Forkbeard, yo y los demás retornamos a las tiendas de Thorgard de Scagnar.
Svein Diente Azul estaba allí. Vimos una larga hilera de Kurii engrilletados, con la piel roñosa, a los que conducían a través del campamento empujándolos con astas de lanzas.
—El puente de joyas dio buen resultado —dijo Svein Diente Azul a Ivar Forkbeard—. Nuestros arqueros abatieron a cientos de los que huían.

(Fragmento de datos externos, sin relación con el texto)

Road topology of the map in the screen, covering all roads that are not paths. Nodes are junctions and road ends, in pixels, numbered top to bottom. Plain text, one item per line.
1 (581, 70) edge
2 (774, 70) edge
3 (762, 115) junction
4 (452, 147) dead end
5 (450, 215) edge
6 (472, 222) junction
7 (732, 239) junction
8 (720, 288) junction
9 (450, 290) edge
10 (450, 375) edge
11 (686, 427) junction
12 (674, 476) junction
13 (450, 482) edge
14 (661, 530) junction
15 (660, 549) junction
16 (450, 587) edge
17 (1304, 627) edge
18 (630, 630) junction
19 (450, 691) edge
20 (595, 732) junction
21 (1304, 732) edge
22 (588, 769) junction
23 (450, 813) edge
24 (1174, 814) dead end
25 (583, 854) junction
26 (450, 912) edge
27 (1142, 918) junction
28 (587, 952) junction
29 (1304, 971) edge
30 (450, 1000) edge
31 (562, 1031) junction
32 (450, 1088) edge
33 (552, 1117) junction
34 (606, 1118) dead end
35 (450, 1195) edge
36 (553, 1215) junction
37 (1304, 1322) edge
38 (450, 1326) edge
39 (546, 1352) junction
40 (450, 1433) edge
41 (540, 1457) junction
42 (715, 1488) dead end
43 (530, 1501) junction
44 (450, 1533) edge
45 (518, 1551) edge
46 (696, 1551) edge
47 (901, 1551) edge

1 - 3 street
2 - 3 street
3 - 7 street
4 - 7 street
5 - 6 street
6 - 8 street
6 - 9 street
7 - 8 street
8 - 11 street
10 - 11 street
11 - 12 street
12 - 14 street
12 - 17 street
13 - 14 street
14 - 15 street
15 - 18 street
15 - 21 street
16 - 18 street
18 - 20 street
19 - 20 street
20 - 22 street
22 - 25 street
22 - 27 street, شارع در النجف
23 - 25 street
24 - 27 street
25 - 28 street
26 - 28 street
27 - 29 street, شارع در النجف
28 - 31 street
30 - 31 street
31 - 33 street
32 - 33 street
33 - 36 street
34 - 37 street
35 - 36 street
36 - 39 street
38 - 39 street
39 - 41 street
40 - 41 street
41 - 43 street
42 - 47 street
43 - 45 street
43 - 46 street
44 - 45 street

Las saetas de Torvaldsland encontraron grata la matanza.
—¿Escapó alguno? —inquirió Ivar.
Diente Azul se encogió de hombros.
—Varios —contestó—, pero creo que los hombres de Torvaldsland poco han de temer ahora el regreso de un ejército Kur.
Pensé que lo que acababa de decir era del todo cierto. Los Kurii habían descubierto que los hombres podían oponerse a ellos.
—¿Qué haréis con los Kurii prisioneros? —pregunté a Svein Diente Azul.
—Les romperemos los colmillos y les arrancaremos las uñas —contestó—. Convenientemente encadenados, se utilizarán como bestias de carga.
El gran plan de los Otros, de los Kurii de los mundos de acero, su más profunda y brillante indagación de las defensas de los Reyes Sacerdotes, había fracasado. Diríase que los Kurii nativos, de hallarse restringidos a las primitivas armas que les estaban autorizadas a los hombres, serían incapaces de conquistar Gor, aislando a los Reyes Sacerdotes en Sardar hasta que se les pudiera destruir. Ivar Forkbeard y Svein Diente Azul podían felicitarse por su victoria. Yo, más familiarizado con los Kurii, con las guerras secretas de los Reyes Sacerdotes, sospechaba que a los hombres aún les quedaban cosas por oír acerca de tales bestias.
Pero estas reflexiones eran para otros, no para Bosko de Puerto Kar, no para Tarl Pelirrojo.
Que fueran otros quienes lucharan por los Reyes Sacerdotes. Si había tenido algún compromiso en tales cuestiones, hacía mucho que lo cumpliera.
De pronto, por primera vez desde que abandonara Puerto Kar, sentí un entumecimiento, un frío en el lado izquierdo de mi cuerpo. Durante un instante no pude mover el brazo ni la pierna. Estuve a punto de caer. A poco la sensación se extinguió. Mi frente estaba cubierta de sudor. El veneno de la espada de Thyros ocultábase todavía en mi organismo. Había venido al norte para vengar la muerte de Telima. Sin embargo, parecía que había fracasado. En mi talega estaba el brazal que me diera Ho-Hakak en Puerto Kar, el que había encontrado en donde Telima sufriera el ataque.
Había fracasado.
—¿Te sientes bien? —preguntó Ivar.
—Sí —respondí.
—He encontrado tu arco y tus flechas —dijo Gorm—. Estaban entre las armas del botín.
—Te lo agradezco —dije. Encordé el arco, lo tensé y lo desencordé nuevamente. Me pasé el carcaj por encima del hombro izquierdo.
—Dentro de cuatro días, en cuanto podamos reunir las provisiones —dijo Svein Diente Azul—, celebraremos un gran banquete, ya que ésta ha sido una importante victoria.
—Sí —dije—, celebremos un gran banquete, ya que ésta ha sido una importante victoria.